Rule #1 of Beeminder: Things that make staying on the yellow brick road [1] easier make reaching your overall goal harder. There’s no free lunch. Any leniency today will get paid for down the (wait for it) Road.

(Update from the future: Our switch from “Yellow Brick Road” to “Bright Red Line” kind of ruined the joke there.)

If that sounds counter-intuitive, imagine the extreme case of ultimate leniency where we’re like “don’t worry, honey, as long as you’re at your goal weight a year from now all deviations from the yellow brick road will be forgiven.” That completely destroys all the benefit Beeminder has to offer! [2]

“At some point you’re going to end up pushing the limits, which means you have to understand the precise limits”
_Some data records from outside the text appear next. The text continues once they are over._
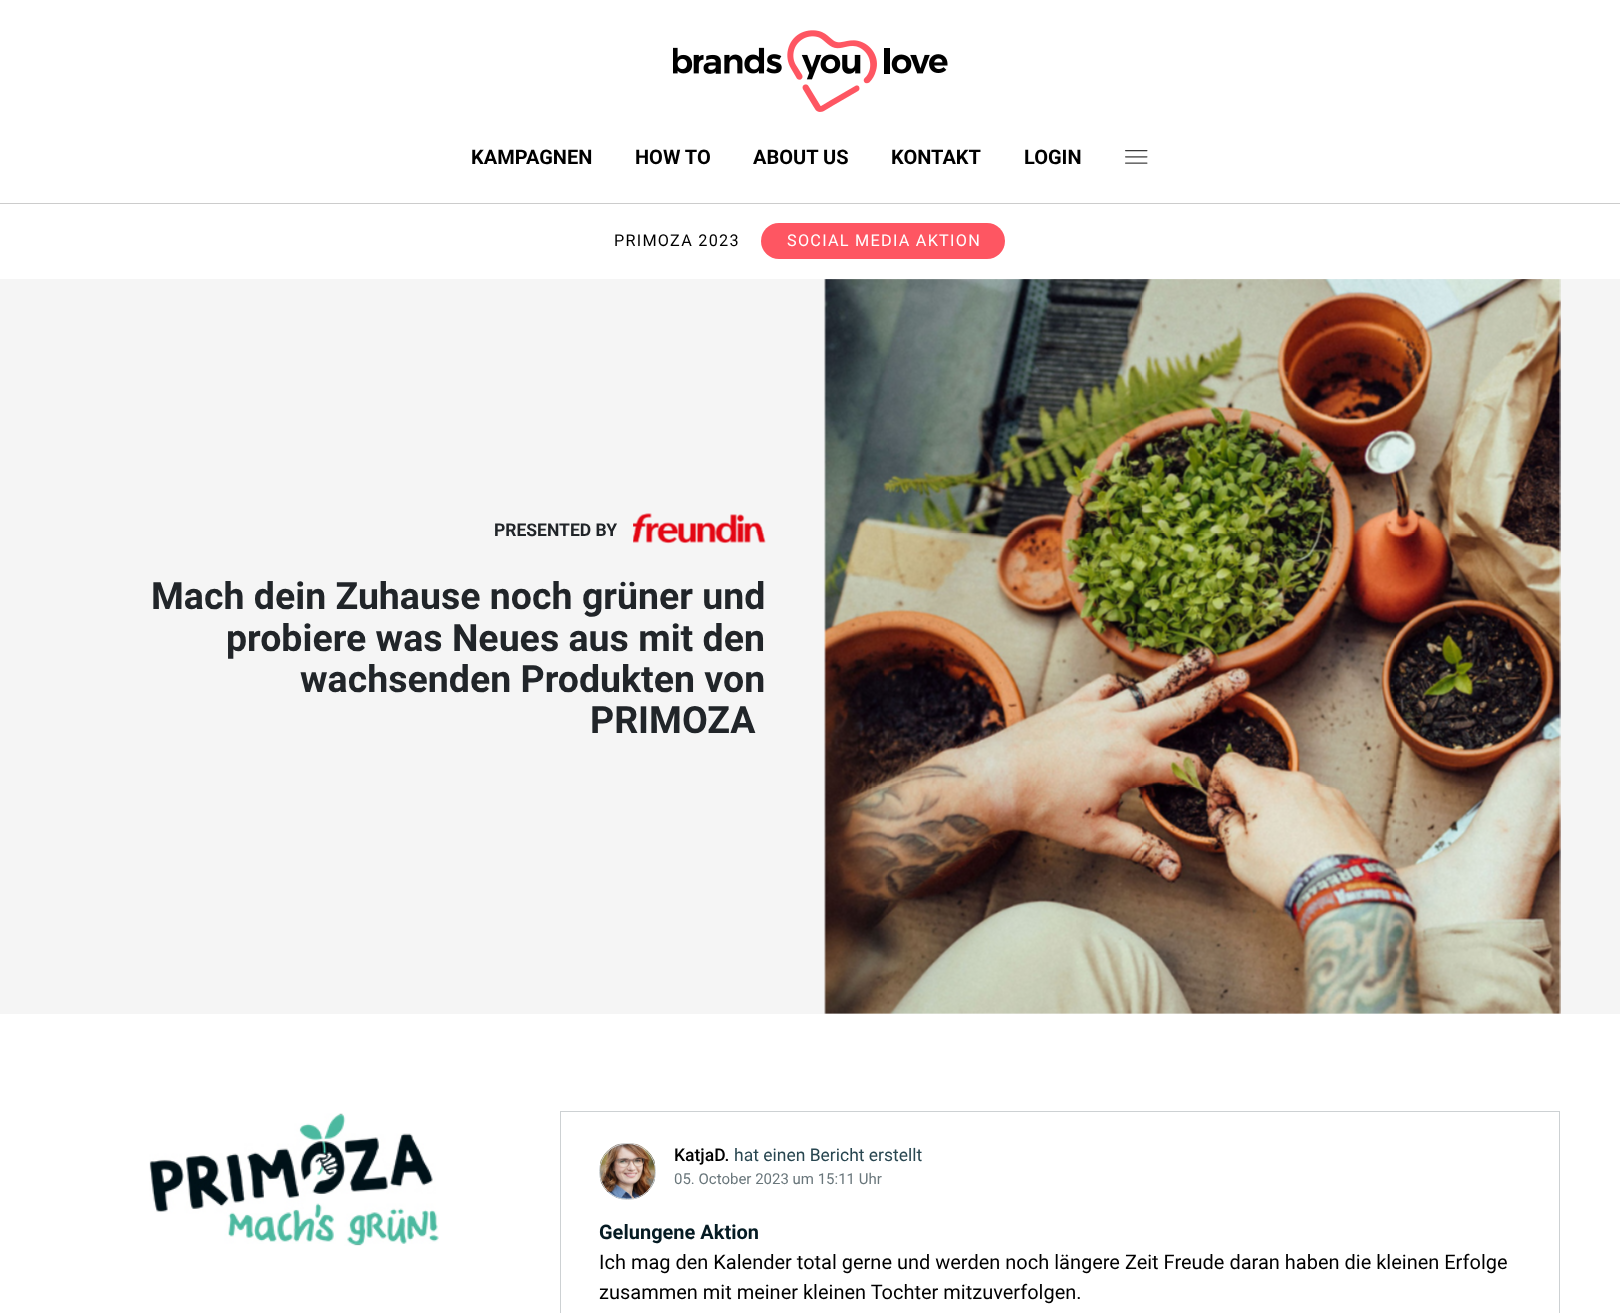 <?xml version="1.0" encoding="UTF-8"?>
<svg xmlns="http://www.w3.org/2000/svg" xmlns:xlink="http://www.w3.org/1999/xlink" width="1620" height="1313">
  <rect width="100%" height="100%" fill="#ffffff" />
  <image x="673" y="30" width="275" height="82" xlink:href="image1.png" />
  <image x="1125" y="150" width="23" height="14" xlink:href="image2.png" />
  <rect y="203" width="1620" height="1" fill="#cccccc" />
  <rect x="761" y="223" width="244" height="36" rx="18" fill="#fe5662" />
  <rect y="279" width="1620" height="735" fill="#f5f5f5" />
  <image x="633" y="513" width="133" height="31" xlink:href="image3.png" />
  <image x="824" y="279" width="737" height="735" xlink:href="image4.png" />
  <image x="149" y="1113" width="290" height="133" xlink:href="image5.png" />
  <rect x="560.5" y="1111.5" width="999" height="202" fill="none" stroke="#cdd1d3" />
  <image x="600" y="1143" width="55" height="56" xlink:href="image6.png" />
  <circle cx="627.5" cy="1171.5" r="28" fill="none" stroke="#cdd1d3" />
  <text x="471" y="164" style="font-family: Roboto; font-size: 20px; font-weight: bold; fill: #000000">KAMPAGNEN</text>
  <text x="635" y="164" style="font-family: Roboto; font-size: 20px; font-weight: bold; fill: #000000">HOW TO</text>
  <text x="753" y="164" style="font-family: Roboto; font-size: 20px; font-weight: bold; fill: #000000">ABOUT US</text>
  <text x="891" y="164" style="font-family: Roboto; font-size: 20px; font-weight: bold; fill: #000000">KONTAKT</text>
  <text x="1024" y="164" style="font-family: Roboto; font-size: 20px; font-weight: bold; fill: #000000">LOGIN</text>
  <text x="614" y="246" style="font-family: Roboto; font-size: 16.25px; letter-spacing: 1.25px; fill: #000000">PRIMOZA 2023</text>
  <text x="787" y="246" style="font-family: Roboto; font-size: 16.25px; letter-spacing: 1.25px; fill: #ffffff">SOCIAL MEDIA AKTION</text>
  <text x="494" y="536" style="font-family: Roboto; font-size: 17.5px; font-weight: bold; fill: #212529">PRESENTED BY</text>
  <text x="151" y="609" style="font-family: 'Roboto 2'; font-size: 37.5px; font-weight: bold; fill: #212529">Mach dein Zuhause noch grüner und</text>
  <text x="226" y="651" style="font-family: 'Roboto 2'; font-size: 37.5px; font-weight: bold; fill: #212529">probiere was Neues aus mit den</text>
  <text x="300" y="692" style="font-family: 'Roboto 2'; font-size: 37.5px; font-weight: bold; fill: #212529">wachsenden Produkten von</text>
  <text x="590" y="733" style="font-family: 'Roboto 2'; font-size: 37.5px; font-weight: bold; fill: #212529">PRIMOZA</text>
  <text x="674" y="1161" style="font-family: Roboto; font-size: 17.5px; font-weight: 500; fill: #000000">KatjaD.</text>
  <text x="734" y="1161" style="font-family: Roboto; font-size: 17.5px; fill: #284650">hat einen Bericht erstellt</text>
  <text x="674" y="1184" style="font-family: Roboto; font-size: 15px; fill: #69767b">05. October 2023 um 15:11 Uhr</text>
  <text x="599" y="1239" style="font-family: 'Roboto 2'; font-size: 20px; font-weight: bold; fill: #051b23">Gelungene Aktion</text>
  <text x="599" y="1269" style="font-family: Roboto; font-size: 20px; fill: #000000">Ich mag den Kalender total gerne und werden noch längere Zeit Freude daran haben die kleinen Erfolge</text>
  <text x="599" y="1299" style="font-family: Roboto; font-size: 20px; fill: #000000">zusammen mit meiner kleinen Tochter mitzuverfolgen.</text>
</svg>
In general, we need to minimize the number of rules and caveats to think about. Any rules and caveats that make staying on track harder are bad for obvious reasons. But even the ones that try to make it easier require you to think about them. That’s because at some point you’re going to end up pushing the limits, which means you have to understand the precise limits. Consider grace periods, three-strikes policies, and generous exemption criteria. Those, ironically, do not reduce your chances of derailing!

How not? Because they don’t make the overall goal any easier. They mostly just add some fuzziness about how far you can push things before you really derail. Which just means you push a little farther than you would otherwise and end up increasing your chances of derailing. Better to push it / procrastinate up to a bright, unambiguous red line than to push it / procrastinate up to a line whose exact location is shrouded.

The lesson we’ve learned (the hard way): make the goal itself easier, don’t try to make it easier with various leniencies.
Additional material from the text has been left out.